Pilot ist für viele von Kindheitsbeinen an ein Traumberuf. Ständig auf Achse sein, ein gutes Gehalt bekommen, den Respekt der Mitmenschen spüren – all das klingt für Außenstehende besonders verlockend. Wer mit dem Gedanken spielt, ebenfalls Pilot zu werden, hat sich aber bestimmt auch schon gefragt, wie es hinter den Kulissen wirklich aussieht. Und auch für diejenigen, die sich beruflich bereits anderweitig festgelegt haben, ist es spannend zu erfahren, wie manche Dinge aus Sicht eines Flugkapitäns wirken. Antworten auf viele Fragen gibt nun ein Mann auf der Online-Diskussionsplattform Reddit: Nach eigener Aussage ist er Pilot einer europäischen Airline und fliegt eine Boeing 737. Den Arbeitgeber möchte er aber nicht preisgeben.

Pilot beantwortet Fragen: Wie gefährlich ist ein Handy, dass sich nicht im Flugmodus befindet?
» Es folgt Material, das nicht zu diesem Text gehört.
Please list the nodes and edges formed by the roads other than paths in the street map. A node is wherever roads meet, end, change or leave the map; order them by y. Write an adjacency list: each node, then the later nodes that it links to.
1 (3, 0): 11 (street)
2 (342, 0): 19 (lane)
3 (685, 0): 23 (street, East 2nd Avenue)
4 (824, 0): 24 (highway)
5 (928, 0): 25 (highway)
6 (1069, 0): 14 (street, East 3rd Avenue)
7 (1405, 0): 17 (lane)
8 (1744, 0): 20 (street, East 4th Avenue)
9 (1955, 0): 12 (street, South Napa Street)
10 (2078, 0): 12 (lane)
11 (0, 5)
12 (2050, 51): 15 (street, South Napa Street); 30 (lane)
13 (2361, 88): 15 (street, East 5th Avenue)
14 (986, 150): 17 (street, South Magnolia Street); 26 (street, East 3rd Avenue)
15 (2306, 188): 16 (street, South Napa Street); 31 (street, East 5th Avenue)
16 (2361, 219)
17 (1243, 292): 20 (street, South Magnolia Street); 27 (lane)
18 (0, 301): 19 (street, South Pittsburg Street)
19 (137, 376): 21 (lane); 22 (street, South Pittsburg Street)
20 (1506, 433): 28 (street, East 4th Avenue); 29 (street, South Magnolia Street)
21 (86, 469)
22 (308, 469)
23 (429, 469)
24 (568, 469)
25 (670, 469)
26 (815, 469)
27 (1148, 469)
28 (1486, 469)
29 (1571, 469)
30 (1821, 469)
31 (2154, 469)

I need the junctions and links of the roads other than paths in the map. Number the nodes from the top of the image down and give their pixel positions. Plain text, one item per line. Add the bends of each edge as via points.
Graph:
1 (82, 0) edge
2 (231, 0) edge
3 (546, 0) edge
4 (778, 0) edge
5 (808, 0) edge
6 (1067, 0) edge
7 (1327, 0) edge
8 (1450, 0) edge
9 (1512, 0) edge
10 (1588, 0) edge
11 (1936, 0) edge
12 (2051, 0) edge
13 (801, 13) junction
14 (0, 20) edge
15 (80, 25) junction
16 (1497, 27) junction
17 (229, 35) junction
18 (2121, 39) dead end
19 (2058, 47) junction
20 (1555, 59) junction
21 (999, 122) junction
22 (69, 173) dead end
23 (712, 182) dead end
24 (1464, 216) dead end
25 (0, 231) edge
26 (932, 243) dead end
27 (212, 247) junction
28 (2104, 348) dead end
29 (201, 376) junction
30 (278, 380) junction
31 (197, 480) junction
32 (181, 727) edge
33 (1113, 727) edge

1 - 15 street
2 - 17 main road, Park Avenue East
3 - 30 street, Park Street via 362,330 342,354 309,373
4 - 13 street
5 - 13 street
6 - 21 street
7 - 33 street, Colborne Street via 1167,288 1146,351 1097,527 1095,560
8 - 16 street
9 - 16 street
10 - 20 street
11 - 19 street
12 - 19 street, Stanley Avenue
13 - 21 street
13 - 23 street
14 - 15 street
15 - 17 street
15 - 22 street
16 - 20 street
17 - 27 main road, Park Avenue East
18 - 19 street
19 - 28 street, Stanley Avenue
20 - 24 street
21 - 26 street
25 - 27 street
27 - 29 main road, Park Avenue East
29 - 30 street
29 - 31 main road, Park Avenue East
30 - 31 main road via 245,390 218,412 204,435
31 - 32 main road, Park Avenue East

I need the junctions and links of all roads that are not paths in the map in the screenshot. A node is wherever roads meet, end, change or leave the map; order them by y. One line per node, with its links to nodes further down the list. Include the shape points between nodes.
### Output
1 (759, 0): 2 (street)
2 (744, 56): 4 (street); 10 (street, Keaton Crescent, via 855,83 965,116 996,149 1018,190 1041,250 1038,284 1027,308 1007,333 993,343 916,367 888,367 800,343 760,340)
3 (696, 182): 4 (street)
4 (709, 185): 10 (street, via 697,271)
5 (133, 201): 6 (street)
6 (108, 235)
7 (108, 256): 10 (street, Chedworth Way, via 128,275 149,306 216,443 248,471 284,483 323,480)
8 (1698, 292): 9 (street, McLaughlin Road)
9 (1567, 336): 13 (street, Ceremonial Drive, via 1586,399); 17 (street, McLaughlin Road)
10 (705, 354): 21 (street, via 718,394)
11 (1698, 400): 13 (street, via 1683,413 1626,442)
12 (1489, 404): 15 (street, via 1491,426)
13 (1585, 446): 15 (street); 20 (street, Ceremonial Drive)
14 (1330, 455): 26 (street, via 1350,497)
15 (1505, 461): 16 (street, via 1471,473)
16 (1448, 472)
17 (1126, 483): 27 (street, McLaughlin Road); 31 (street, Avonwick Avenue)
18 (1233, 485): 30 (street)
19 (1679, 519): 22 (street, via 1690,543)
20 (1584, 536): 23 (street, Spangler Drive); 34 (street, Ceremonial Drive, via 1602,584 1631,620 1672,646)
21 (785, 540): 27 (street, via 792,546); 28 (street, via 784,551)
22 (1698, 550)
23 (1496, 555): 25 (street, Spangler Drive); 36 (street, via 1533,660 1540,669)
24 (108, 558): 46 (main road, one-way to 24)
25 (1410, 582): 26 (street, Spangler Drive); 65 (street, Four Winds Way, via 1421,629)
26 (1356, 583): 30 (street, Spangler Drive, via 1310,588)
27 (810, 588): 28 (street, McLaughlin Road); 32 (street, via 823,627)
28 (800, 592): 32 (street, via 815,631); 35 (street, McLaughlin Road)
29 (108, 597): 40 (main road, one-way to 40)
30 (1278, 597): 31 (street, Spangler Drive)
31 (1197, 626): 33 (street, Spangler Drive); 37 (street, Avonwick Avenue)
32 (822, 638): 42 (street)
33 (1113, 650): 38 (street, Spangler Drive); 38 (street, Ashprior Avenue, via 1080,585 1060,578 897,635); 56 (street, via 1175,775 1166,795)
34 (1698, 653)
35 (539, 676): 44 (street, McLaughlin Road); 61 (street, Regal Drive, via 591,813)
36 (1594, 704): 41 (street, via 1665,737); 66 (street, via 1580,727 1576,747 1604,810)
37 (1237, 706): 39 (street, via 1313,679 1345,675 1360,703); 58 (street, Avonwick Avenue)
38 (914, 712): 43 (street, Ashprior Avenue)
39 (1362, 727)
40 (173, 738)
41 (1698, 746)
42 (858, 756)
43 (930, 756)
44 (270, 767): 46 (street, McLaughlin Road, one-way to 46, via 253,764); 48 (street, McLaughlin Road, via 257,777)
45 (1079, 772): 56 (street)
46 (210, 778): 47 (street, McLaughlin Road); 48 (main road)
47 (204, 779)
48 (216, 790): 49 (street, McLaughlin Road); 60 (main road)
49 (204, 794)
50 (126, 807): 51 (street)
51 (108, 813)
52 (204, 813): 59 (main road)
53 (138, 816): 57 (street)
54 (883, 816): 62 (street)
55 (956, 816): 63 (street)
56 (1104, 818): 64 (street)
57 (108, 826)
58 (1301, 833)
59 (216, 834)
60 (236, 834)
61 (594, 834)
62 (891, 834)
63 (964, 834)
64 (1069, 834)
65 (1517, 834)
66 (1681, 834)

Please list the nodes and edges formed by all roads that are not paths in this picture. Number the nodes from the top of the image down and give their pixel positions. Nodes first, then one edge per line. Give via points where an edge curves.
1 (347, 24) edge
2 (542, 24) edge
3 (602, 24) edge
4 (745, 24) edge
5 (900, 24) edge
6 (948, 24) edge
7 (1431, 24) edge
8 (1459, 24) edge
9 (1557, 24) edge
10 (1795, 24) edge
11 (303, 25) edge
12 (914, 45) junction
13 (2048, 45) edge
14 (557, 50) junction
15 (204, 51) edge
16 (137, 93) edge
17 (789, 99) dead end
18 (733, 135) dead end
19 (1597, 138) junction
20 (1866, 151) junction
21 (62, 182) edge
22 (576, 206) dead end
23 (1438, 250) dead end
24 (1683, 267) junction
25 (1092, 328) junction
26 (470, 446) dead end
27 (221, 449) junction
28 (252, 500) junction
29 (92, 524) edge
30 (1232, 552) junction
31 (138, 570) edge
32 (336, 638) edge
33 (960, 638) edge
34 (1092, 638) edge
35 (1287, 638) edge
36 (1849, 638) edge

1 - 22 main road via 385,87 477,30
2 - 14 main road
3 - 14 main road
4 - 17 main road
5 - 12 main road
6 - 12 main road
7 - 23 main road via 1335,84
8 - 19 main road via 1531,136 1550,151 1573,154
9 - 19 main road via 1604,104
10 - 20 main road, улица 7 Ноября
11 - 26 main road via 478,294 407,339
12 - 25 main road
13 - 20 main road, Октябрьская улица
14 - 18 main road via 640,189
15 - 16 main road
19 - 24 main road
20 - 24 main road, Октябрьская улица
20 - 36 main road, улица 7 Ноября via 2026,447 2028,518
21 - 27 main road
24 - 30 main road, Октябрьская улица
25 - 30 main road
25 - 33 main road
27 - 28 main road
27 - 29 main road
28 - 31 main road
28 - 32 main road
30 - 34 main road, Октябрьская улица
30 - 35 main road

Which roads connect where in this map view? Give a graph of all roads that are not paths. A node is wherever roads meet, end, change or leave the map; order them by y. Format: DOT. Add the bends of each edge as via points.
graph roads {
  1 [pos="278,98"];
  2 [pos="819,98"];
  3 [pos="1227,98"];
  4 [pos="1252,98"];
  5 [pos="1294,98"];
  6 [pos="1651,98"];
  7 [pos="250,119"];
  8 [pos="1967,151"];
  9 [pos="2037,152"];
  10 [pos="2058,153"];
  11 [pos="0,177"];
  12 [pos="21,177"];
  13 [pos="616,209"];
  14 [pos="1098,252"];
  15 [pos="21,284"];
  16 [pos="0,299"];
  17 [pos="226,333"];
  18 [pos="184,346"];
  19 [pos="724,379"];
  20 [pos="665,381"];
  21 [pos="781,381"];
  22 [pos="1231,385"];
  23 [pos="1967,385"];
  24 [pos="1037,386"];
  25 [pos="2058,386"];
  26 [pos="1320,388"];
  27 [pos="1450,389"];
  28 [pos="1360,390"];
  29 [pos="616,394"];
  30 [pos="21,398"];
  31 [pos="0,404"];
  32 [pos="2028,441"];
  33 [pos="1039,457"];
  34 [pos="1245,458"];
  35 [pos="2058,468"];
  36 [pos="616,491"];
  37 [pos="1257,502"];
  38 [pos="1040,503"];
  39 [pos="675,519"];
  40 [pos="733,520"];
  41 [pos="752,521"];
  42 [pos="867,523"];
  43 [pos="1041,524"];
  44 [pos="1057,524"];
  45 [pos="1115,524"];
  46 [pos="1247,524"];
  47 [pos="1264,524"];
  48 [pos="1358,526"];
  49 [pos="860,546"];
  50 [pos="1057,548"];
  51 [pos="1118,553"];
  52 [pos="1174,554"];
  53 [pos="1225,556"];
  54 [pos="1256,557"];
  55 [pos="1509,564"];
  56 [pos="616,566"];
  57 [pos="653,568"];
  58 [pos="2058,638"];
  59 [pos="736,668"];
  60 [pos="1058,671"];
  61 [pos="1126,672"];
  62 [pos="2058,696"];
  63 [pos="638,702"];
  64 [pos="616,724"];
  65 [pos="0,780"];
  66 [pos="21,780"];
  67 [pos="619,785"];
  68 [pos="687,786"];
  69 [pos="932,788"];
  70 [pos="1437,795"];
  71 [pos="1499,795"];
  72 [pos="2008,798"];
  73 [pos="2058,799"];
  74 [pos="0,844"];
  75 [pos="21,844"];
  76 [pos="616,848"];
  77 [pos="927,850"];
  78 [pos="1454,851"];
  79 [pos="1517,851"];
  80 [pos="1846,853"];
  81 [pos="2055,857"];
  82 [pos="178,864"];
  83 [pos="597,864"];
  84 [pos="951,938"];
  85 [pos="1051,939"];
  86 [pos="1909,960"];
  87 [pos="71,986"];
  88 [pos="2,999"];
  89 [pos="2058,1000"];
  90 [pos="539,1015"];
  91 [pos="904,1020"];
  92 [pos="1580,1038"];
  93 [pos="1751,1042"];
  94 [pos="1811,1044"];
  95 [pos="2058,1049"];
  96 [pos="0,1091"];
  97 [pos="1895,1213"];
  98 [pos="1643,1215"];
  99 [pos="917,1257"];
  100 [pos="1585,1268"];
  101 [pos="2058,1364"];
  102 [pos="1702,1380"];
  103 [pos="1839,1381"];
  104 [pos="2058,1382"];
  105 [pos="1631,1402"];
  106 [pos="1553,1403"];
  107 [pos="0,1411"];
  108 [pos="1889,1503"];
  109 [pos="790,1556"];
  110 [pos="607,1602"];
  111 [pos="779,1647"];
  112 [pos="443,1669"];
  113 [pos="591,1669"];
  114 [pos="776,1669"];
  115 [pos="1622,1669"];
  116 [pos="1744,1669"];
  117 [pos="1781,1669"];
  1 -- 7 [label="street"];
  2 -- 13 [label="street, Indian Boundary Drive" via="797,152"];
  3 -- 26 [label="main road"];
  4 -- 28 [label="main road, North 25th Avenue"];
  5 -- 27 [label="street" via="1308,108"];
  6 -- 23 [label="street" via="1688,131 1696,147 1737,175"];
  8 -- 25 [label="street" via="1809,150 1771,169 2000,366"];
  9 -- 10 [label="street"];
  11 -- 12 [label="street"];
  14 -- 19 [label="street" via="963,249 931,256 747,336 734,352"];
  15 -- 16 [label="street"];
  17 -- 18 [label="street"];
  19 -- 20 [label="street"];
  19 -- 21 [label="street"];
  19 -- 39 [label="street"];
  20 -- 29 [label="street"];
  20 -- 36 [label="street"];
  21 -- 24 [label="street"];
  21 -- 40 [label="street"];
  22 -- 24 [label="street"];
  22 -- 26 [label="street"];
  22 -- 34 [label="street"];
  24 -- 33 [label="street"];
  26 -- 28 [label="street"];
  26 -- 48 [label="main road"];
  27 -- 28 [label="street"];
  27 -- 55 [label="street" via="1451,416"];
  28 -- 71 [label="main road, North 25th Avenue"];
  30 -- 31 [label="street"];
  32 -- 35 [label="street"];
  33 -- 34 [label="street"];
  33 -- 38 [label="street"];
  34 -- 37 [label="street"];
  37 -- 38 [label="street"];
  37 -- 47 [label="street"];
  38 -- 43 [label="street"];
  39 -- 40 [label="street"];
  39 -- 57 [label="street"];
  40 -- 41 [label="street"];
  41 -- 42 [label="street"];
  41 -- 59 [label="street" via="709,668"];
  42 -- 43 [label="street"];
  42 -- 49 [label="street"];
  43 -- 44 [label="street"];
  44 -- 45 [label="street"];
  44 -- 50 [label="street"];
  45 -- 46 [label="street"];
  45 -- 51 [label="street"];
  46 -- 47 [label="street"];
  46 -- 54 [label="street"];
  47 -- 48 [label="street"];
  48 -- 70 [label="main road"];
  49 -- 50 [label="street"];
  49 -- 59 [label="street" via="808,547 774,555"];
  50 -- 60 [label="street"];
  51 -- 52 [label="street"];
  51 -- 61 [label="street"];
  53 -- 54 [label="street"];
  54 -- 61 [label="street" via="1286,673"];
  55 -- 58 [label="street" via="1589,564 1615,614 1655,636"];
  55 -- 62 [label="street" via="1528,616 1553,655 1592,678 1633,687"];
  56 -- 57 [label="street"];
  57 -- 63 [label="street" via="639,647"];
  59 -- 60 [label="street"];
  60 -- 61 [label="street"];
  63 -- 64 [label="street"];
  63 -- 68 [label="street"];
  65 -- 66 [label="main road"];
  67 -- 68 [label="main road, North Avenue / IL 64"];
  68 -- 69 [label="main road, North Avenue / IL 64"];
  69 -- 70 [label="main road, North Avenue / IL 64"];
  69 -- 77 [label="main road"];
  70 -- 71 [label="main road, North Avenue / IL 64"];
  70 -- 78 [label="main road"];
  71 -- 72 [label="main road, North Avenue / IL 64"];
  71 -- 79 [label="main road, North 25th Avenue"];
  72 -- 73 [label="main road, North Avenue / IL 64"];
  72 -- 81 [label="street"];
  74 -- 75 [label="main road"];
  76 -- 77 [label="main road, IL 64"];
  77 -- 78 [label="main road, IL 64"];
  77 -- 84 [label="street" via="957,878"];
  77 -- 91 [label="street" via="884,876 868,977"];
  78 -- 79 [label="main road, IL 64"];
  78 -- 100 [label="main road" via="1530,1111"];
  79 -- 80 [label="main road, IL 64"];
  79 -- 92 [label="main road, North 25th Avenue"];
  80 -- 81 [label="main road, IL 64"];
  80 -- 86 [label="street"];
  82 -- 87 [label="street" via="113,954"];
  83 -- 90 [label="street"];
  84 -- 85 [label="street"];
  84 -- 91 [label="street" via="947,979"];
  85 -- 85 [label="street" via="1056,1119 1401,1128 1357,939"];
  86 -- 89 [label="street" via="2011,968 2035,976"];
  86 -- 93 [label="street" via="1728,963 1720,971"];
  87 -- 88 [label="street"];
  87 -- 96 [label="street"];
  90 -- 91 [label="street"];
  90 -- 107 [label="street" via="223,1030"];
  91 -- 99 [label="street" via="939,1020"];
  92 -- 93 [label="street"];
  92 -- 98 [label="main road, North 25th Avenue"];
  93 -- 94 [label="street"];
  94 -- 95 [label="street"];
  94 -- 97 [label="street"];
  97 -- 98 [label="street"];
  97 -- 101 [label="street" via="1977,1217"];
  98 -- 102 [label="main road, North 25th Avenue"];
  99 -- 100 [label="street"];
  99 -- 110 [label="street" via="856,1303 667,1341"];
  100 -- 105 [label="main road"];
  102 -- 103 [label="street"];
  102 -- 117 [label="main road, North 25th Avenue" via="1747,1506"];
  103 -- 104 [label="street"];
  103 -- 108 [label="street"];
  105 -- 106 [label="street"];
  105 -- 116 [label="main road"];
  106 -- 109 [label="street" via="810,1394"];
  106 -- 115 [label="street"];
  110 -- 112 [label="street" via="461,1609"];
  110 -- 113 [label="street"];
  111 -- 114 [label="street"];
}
Bei Start und Landung müssen Passagiere ihre Smartphones auf den Flugmodus einstellen – aber was passiert eigentlich, wenn das jemand vergisst? Das wollte zum Beispiel einer der Nutzer von dem anonymen Piloten wissen: „Wie oft ist schon die Elektronik in Deinem Cockpit durcheinander gekommen, weil jemand heimlich sein Handy doch nicht im Flugmodus hatte?“

Gefaltene Hände eines Piloten
Pilot zu sein, ist ein anspruchsvoller Beruf. © Image Source/Imago

Die Antwort darauf: „Quasi täglich stürzen wir deswegen ab“, meint der Flugkapitän mit einem Augenzwinkern. „Nein, im Ernst, es macht vermutlich die Masse. Wenn sich 200 Handys gleichzeitig im Netz einwählen würden, könnte es mit Sicherheit Interferenzen geben, aber bei gewöhnlichen Anflügen merkt man nichts.“ Nur bei Anflügen im Nebel würde oft noch einmal gesondert darauf hingewiesen werden, dass Handys auszuschalten sind. „Der Anflug ist aber auch deutlich präziser, sodass kleine Interferenzen schneller bemerkbar sind. Man hört es aber manchmal im Headset, wenn ein Handy an ist.“

Welcher Flughafen ist für Piloten am schlimmsten?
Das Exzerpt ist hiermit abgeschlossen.